Pres. Trump accepts offer to meet Kim Jong Un by May



WASHINGTON, D.C. -- North Korea has invited President Donald Trump to meet their leader Kim Jong Un, and President Trump will meet with the North Korean leader by May, the South Korean national security adviser announced Thursday at the White House.

President Trump told reporters Thursday that South Korea will make a "major announcement" concerning North Korea at 6 p.m. CT.

On Thursday a South Korean delegation came to the White House to brief officials on its most recent talks with North Korea -- the most significant talks between the two countries in more than a decade.

The South Korean officials visiting the White House on Thursday talked to President Trump, a person familiar with the matter said.

They delivered a letter from Kim Jong Un to President Trump inviting him to meet, according to a senior US official and a former US senior official.

The senior US official said North Korea has offered to suspend their nuclear missile testing alongside their invitation for talks. The official also said there are no plans to suspend the upcoming planned military exercises with South Korea.

It's not clear if the South Koreans spoke to the President before or after his surprise pop-in to the White House briefing room.

The leader of the South Korean delegation, Chung Eui-yong, will make the announcement from the stakeout position outside the West Wing, according to White House press secretary Sarah Sanders. He will be flanked by rest of the South Korean delegation.
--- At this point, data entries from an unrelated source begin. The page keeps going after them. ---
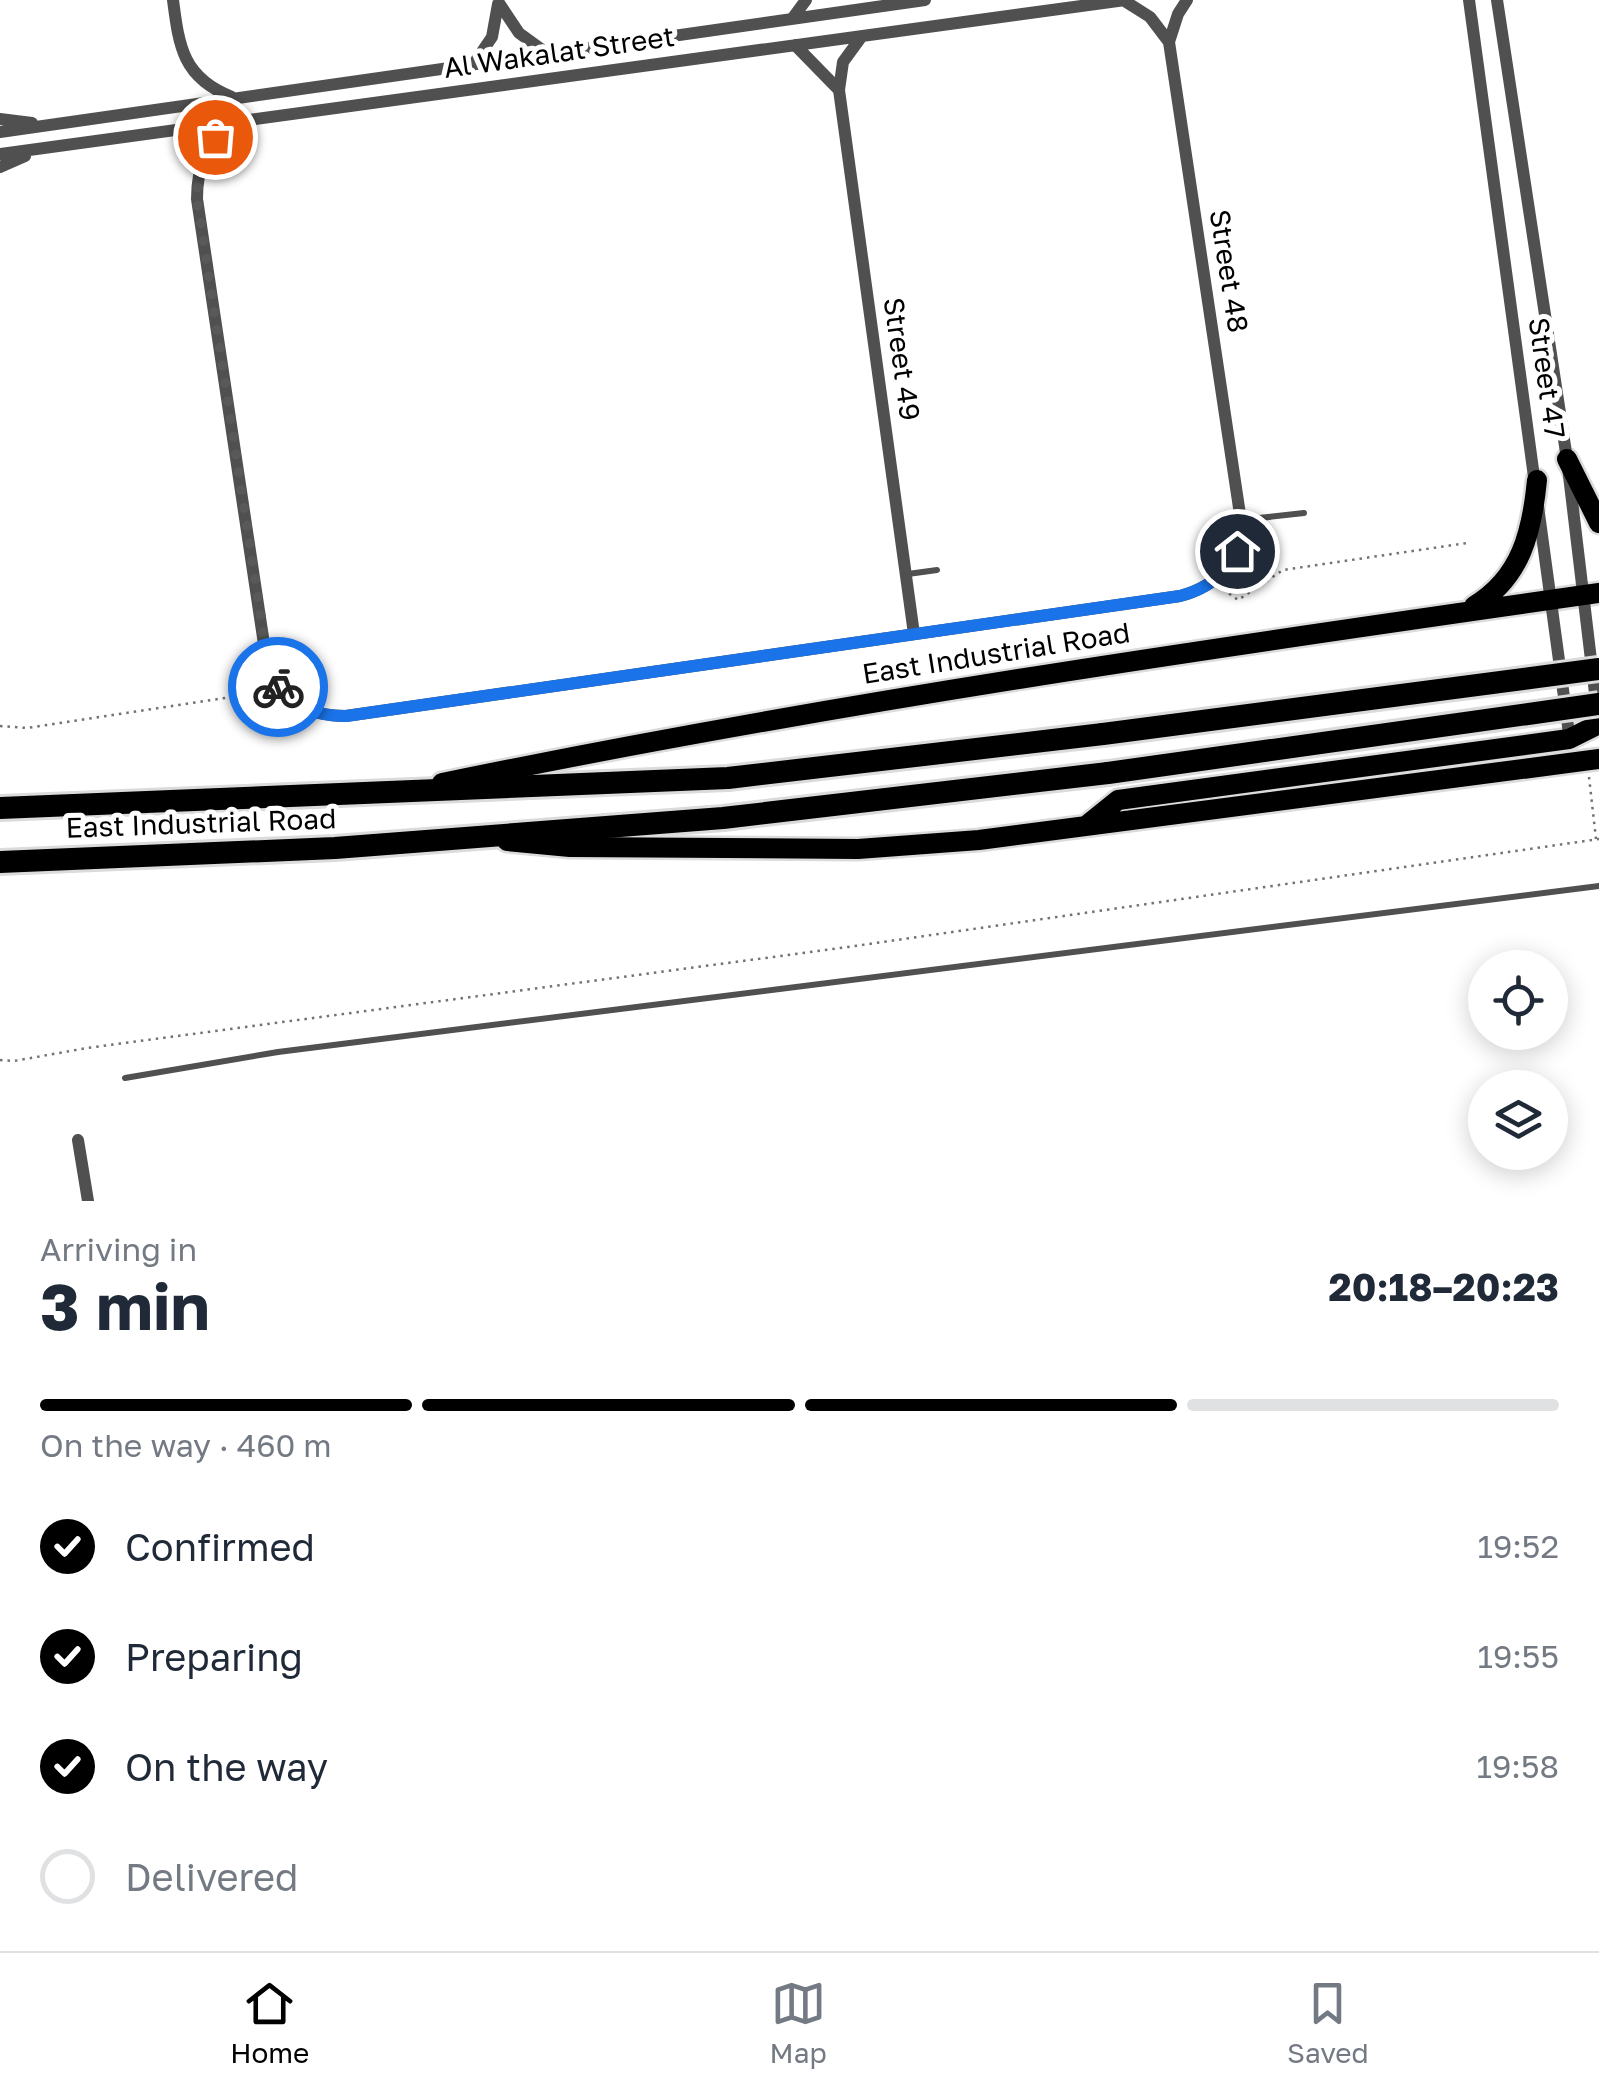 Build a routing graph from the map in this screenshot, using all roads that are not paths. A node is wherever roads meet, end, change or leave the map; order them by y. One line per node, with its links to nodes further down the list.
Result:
1 (172, 0): 19 (street)
2 (806, 0): 12 (street)
3 (842, 0): 11 (street)
4 (925, 0): 11 (street, Al Wakalat Street)
5 (1124, 0): 13 (street, Al Wakalat Street); 14 (street)
6 (1187, 0): 14 (street)
7 (1462, 0): 10 (street)
8 (1500, 0): 27 (street, Street 47)
9 (498, 2): 16 (street); 17 (street)
10 (1470, 7): 28 (street, Street 47)
11 (856, 9): 12 (street, Al Wakalat Street)
12 (792, 19): 16 (street, Al Wakalat Street)
13 (862, 36): 15 (street, Al Wakalat Street); 18 (street, Street 49)
14 (1169, 42): 30 (street, Street 48)
15 (795, 45): 18 (street); 21 (street, Al Wakalat Street)
16 (548, 54): 17 (street, Al Wakalat Street)
17 (472, 64): 19 (street, Al Wakalat Street)
18 (839, 90): 33 (street, Street 49)
19 (234, 98): 22 (street, Al Wakalat Street)
20 (0, 118): 22 (street)
21 (232, 122): 24 (street, Al Wakalat Street); 37 (street, East Industrial Road)
22 (44, 126): 23 (street, Al Wakalat Street)
23 (0, 132)
24 (42, 149): 25 (street, Al Wakalat Street); 26 (street)
25 (0, 154)
26 (0, 167)
27 (1567, 459): 31 (main road); 34 (street, Street 47)
28 (1536, 480): 35 (street, Street 47); 36 (main road)
29 (1304, 513): 30 (lane)
30 (1240, 514): 37 (street, East Industrial Road)
31 (1599, 523)
32 (938, 570): 33 (lane)
33 (906, 574): 37 (street, Street 49)
34 (1591, 594): 35 (main road, East Industrial Road); 40 (street, Street 47)
35 (1552, 599): 36 (main road, East Industrial Road); 41 (street, Street 47)
36 (1464, 611): 43 (main road, East Industrial Road)
37 (914, 634)
38 (1599, 669): 43 (highway, East Industrial Road, bridge)
39 (1599, 704): 46 (highway, East Industrial Road, bridge)
40 (1599, 725): 41 (main road)
41 (1570, 739): 42 (street, Street 47); 45 (main road)
42 (1586, 761): 45 (main road, East Industrial Road)
43 (405, 790): 44 (highway, East Industrial Road)
44 (0, 808)
45 (1086, 826): 46 (main road, East Industrial Road)
46 (465, 838): 47 (highway, East Industrial Road)
47 (0, 862)
48 (1599, 886): 49 (lane)
49 (125, 1078)
50 (78, 1140): 51 (street)
51 (88, 1201)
National Security Adviser Lt. General H.R. McMaster will brief the UN Security Council on Monday regarding the situation in North Korea and the talks with the South Korean delegation, according to a senior US official.

President Trump has expressed an openness to dialogue with North Korea, but the Trump administration has said North Korea must first take concrete steps toward denuclearization.
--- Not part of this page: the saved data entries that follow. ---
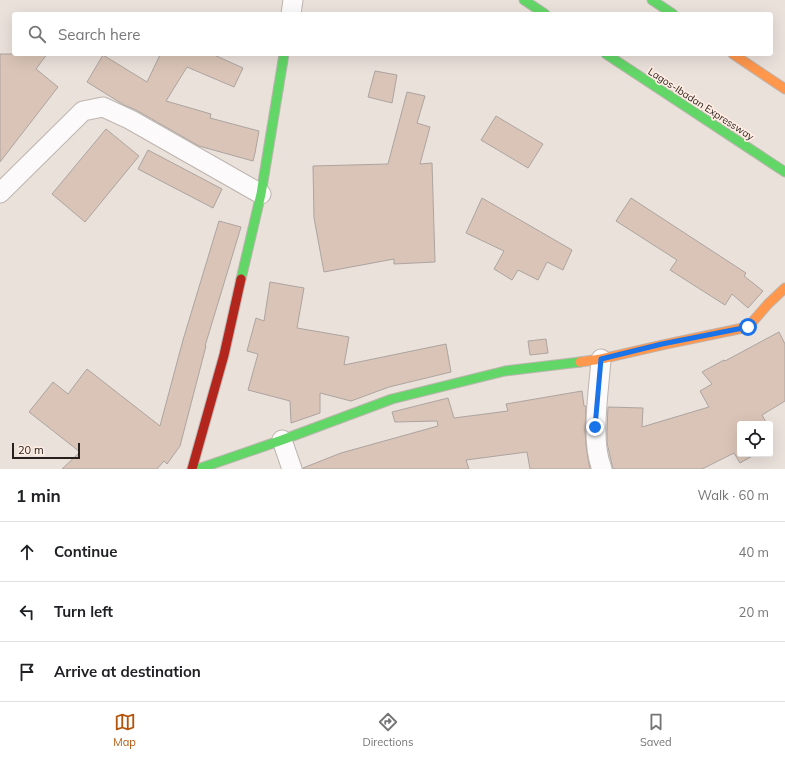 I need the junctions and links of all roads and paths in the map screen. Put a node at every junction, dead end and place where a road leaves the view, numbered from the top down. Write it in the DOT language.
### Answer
graph roads {
  1 [pos="293,0"];
  2 [pos="524,0"];
  3 [pos="652,0"];
  4 [pos="291,12"];
  5 [pos="542,12"];
  6 [pos="670,12"];
  7 [pos="284,56"];
  8 [pos="609,56"];
  9 [pos="735,56"];
  10 [pos="785,89"];
  11 [pos="785,172"];
  12 [pos="0,193"];
  13 [pos="261,194"];
  14 [pos="785,288"];
  15 [pos="601,359"];
  16 [pos="282,440"];
  17 [pos="192,469"];
  18 [pos="198,469"];
  19 [pos="292,469"];
  20 [pos="602,469"];
  1 -- 4 [label="street"];
  2 -- 5 [label="main road"];
  3 -- 6 [label="main road"];
  7 -- 13 [label="main road"];
  8 -- 11 [label="main road, Lagos-Ibadan Expressway"];
  9 -- 10 [label="main road"];
  12 -- 13 [label="street"];
  13 -- 17 [label="main road"];
  14 -- 15 [label="main road"];
  15 -- 16 [label="main road"];
  15 -- 20 [label="street"];
  16 -- 18 [label="main road"];
  16 -- 19 [label="street"];
}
"All options are on the table and our posture toward the regime will not change until we see credible moves toward denuclearization," a senior administration official told reporters on Tuesday. "What we are looking for is concrete steps toward denuclearization."

President Trump's approach to North Korea has wavered between bellicose rhetoric and expressions of openness to diplomacy -- with the President saying the US would rain "fire and fury" on North Korea one day and then saying he would consider speaking directly with the country's leader, Kim Jong Un, under the right circumstances.
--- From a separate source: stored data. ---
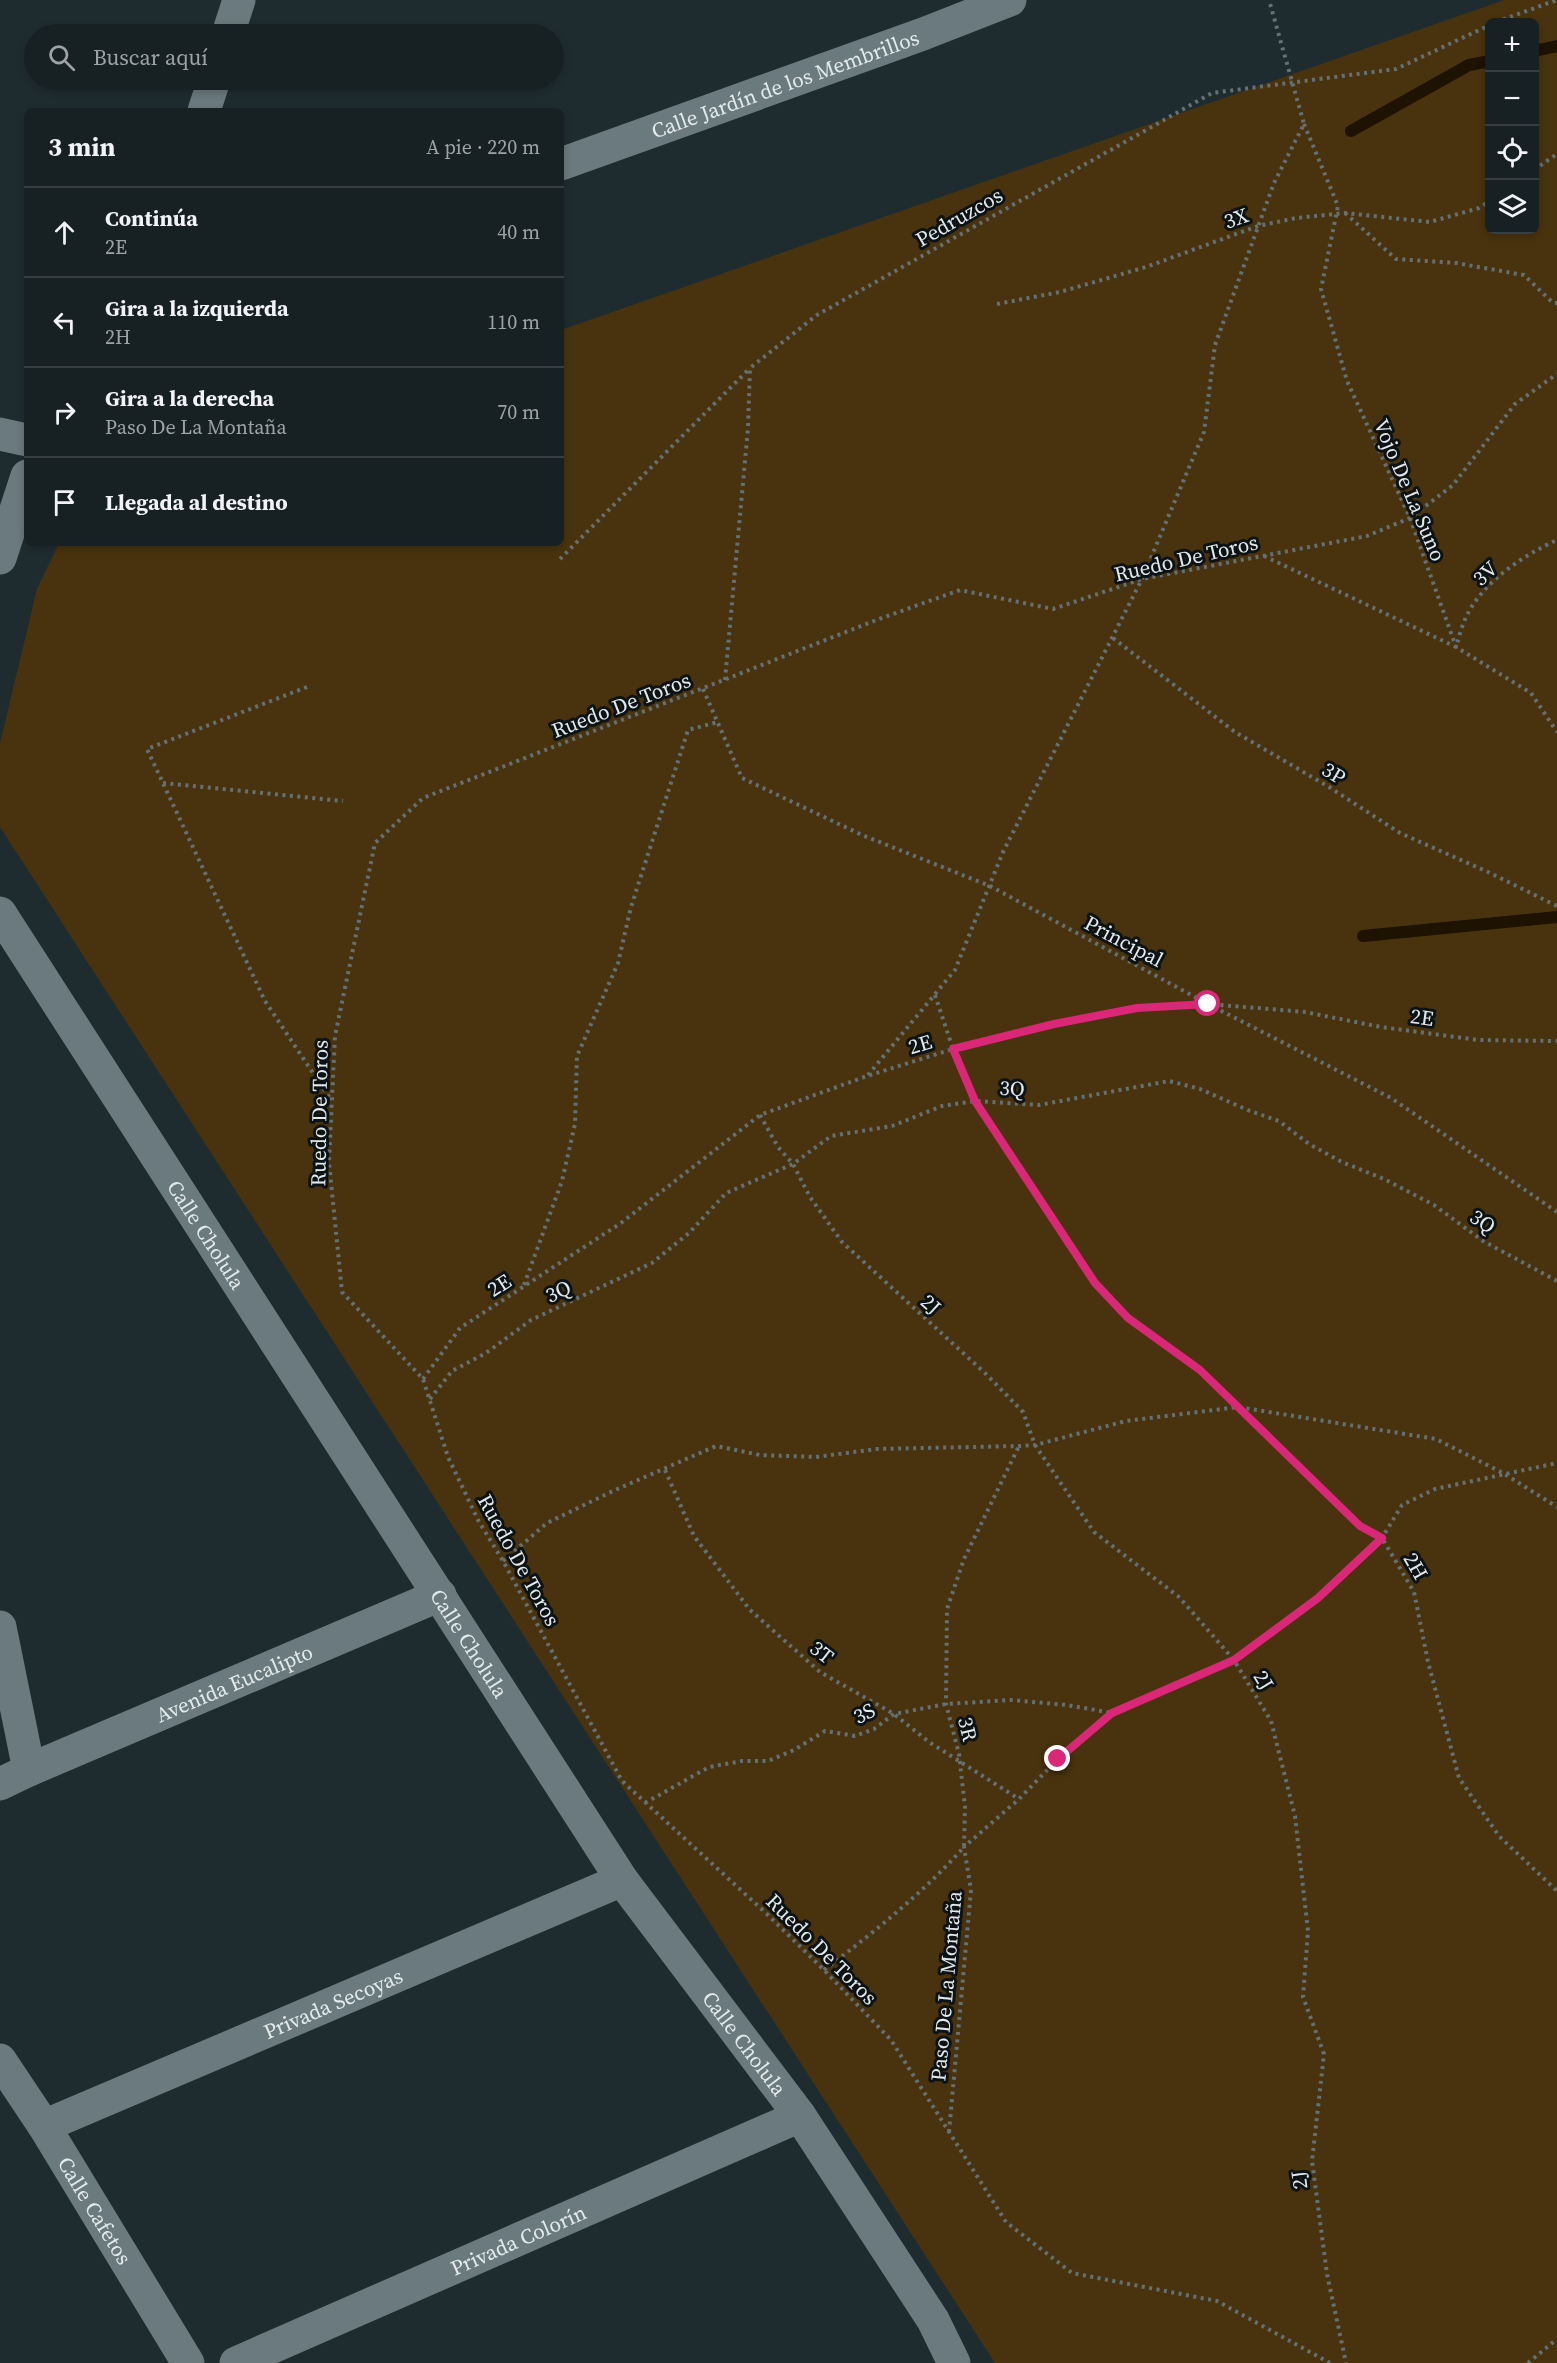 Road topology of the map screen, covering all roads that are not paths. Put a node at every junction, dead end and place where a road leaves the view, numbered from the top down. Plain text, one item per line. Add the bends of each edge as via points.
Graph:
1 (1010, 0) edge
2 (211, 90) edge
3 (205, 108) edge
4 (564, 163) edge
5 (0, 434) edge
6 (24, 439) edge
7 (24, 485) edge
8 (0, 558) edge
9 (0, 913) edge
10 (440, 1595) junction
11 (0, 1627) edge
12 (28, 1770) junction
13 (0, 1784) edge
14 (622, 1880) junction
15 (0, 2060) edge
16 (800, 2116) junction
17 (44, 2126) junction
18 (188, 2363) edge
19 (236, 2363) edge
20 (954, 2363) edge

1 - 4 street, Calle Jardín de los Membrillos
2 - 3 street
5 - 6 street
7 - 8 street
9 - 10 street, Calle Cholula
10 - 12 street, Avenida Eucalipto
10 - 14 street, Calle Cholula
11 - 12 street
12 - 13 street, Avenida Eucalipto
14 - 16 street, Calle Cholula
14 - 17 street, Privada Secoyas
15 - 17 street, Calle Cafetos
16 - 19 street, Privada Colorín
16 - 20 street, Calle Cholula via 933,2320
17 - 18 street, Calle Cafetos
Amid the potentially breakthrough talks between North and South Korea, the Trump administration has also credited its campaign of "maximum pressure" on North Korea as having brought Pyongyang to the negotiating table.

Since President Trump came in to office, the US has leveled some of its most significant and far-reaching sanctions against North Korea and has also succeeded in pressuring China to further isolate the regime.